## What this task involves
Filter on the word "Park": copy each matching line from the listing below.

## Record set

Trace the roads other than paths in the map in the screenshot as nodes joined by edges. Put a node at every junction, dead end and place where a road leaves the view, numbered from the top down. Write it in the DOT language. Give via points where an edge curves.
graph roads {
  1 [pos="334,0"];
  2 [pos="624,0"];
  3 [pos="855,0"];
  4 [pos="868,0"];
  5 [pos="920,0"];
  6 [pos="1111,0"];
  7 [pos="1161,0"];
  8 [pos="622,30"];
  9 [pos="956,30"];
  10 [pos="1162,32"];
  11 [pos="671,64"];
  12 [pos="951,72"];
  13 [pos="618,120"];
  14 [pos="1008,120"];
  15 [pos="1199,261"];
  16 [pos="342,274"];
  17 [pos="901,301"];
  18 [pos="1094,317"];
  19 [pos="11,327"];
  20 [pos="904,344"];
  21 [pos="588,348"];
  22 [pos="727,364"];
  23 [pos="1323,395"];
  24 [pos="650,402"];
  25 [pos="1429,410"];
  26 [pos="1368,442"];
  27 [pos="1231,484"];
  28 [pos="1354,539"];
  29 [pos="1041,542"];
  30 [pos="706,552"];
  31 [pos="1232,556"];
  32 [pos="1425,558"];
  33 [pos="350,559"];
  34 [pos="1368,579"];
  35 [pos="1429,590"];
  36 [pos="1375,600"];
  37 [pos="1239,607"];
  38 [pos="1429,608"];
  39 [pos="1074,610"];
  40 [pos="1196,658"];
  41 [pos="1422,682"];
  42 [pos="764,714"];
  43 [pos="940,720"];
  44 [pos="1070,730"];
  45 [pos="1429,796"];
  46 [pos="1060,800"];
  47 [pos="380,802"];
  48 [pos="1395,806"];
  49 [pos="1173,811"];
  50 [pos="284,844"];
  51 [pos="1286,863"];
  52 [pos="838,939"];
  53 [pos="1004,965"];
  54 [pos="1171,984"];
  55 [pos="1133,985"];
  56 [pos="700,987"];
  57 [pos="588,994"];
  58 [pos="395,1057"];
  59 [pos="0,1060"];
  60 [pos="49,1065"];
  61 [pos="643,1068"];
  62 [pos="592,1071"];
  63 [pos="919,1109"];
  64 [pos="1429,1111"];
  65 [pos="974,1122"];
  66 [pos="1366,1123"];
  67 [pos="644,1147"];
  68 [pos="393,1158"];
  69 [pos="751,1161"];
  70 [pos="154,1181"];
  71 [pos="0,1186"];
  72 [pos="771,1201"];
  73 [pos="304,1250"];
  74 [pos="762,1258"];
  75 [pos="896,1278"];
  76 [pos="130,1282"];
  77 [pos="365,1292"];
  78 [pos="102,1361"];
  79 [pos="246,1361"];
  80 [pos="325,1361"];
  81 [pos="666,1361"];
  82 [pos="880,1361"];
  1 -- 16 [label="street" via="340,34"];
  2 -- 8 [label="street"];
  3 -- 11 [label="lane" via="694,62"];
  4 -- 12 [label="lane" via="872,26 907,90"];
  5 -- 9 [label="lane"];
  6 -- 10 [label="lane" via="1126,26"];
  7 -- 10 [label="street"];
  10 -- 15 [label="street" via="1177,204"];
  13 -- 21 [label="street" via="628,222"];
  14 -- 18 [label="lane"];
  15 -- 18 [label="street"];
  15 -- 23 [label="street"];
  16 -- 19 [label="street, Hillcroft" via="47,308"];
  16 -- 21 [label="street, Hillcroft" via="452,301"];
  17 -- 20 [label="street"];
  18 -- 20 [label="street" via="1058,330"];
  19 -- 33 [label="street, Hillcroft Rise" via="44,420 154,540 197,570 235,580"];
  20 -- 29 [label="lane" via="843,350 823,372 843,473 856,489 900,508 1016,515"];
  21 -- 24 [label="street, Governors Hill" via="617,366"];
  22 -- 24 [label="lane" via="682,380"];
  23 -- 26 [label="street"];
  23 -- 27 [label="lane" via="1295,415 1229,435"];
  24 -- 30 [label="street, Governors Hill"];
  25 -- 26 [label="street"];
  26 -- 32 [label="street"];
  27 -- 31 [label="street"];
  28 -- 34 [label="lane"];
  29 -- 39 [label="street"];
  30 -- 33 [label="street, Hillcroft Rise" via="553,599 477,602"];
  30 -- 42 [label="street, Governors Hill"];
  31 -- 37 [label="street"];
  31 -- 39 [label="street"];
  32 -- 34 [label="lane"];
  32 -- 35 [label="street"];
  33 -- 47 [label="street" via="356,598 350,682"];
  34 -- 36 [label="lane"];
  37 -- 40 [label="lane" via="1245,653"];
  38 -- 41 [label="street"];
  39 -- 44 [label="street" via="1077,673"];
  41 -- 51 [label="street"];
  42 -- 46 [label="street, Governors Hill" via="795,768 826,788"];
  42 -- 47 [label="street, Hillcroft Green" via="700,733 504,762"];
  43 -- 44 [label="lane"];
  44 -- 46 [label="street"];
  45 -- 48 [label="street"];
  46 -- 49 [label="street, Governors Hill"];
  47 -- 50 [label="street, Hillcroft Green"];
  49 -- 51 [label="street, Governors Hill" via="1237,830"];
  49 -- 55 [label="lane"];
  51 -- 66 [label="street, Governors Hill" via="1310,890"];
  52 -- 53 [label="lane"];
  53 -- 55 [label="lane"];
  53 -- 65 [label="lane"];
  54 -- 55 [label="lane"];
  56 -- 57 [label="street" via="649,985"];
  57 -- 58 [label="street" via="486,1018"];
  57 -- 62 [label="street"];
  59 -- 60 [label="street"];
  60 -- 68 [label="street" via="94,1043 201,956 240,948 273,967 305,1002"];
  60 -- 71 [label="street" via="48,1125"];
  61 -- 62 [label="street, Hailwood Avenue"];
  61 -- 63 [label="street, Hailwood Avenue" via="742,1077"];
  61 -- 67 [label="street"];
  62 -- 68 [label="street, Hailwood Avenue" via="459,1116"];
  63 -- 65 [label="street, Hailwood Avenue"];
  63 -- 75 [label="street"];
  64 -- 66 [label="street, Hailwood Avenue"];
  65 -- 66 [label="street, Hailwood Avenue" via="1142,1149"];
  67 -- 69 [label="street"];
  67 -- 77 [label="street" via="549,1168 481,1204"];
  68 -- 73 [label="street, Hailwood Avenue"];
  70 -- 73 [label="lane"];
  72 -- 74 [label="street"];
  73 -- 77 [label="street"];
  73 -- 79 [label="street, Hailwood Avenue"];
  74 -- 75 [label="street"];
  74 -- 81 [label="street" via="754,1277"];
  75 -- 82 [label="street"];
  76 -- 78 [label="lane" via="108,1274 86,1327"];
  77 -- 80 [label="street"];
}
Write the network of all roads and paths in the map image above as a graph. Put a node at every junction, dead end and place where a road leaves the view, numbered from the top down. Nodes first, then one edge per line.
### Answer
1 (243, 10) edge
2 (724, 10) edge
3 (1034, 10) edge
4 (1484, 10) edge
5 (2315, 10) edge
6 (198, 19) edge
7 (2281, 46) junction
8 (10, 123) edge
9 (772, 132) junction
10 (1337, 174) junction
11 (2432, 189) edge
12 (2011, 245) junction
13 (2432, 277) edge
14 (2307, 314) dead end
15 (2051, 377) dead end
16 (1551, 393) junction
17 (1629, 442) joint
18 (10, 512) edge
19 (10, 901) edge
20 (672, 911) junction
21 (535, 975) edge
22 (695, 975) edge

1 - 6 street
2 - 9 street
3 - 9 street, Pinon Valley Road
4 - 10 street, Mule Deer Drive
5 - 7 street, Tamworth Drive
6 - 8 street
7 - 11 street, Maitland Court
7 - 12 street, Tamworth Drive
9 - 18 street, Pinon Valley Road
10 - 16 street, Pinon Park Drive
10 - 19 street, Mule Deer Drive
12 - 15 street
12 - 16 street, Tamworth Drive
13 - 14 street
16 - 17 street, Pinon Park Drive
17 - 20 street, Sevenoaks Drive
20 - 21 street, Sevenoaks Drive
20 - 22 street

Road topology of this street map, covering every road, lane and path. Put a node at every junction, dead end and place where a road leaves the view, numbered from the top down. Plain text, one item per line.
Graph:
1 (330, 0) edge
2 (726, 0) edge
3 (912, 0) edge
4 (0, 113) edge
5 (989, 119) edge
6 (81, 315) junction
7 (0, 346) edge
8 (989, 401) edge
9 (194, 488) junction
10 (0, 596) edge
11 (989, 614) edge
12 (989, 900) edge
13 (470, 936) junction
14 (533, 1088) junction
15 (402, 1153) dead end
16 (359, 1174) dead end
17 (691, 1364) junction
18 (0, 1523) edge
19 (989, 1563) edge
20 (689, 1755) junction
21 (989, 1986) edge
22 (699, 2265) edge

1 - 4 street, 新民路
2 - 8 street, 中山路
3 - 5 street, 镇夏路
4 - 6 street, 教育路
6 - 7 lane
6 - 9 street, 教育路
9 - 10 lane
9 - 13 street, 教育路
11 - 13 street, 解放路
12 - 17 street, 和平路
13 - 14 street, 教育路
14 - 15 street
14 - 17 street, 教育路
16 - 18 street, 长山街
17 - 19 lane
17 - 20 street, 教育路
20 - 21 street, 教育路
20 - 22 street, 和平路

## Exercise result
10 - 16 street, Pinon Park Drive
16 - 17 street, Pinon Park Drive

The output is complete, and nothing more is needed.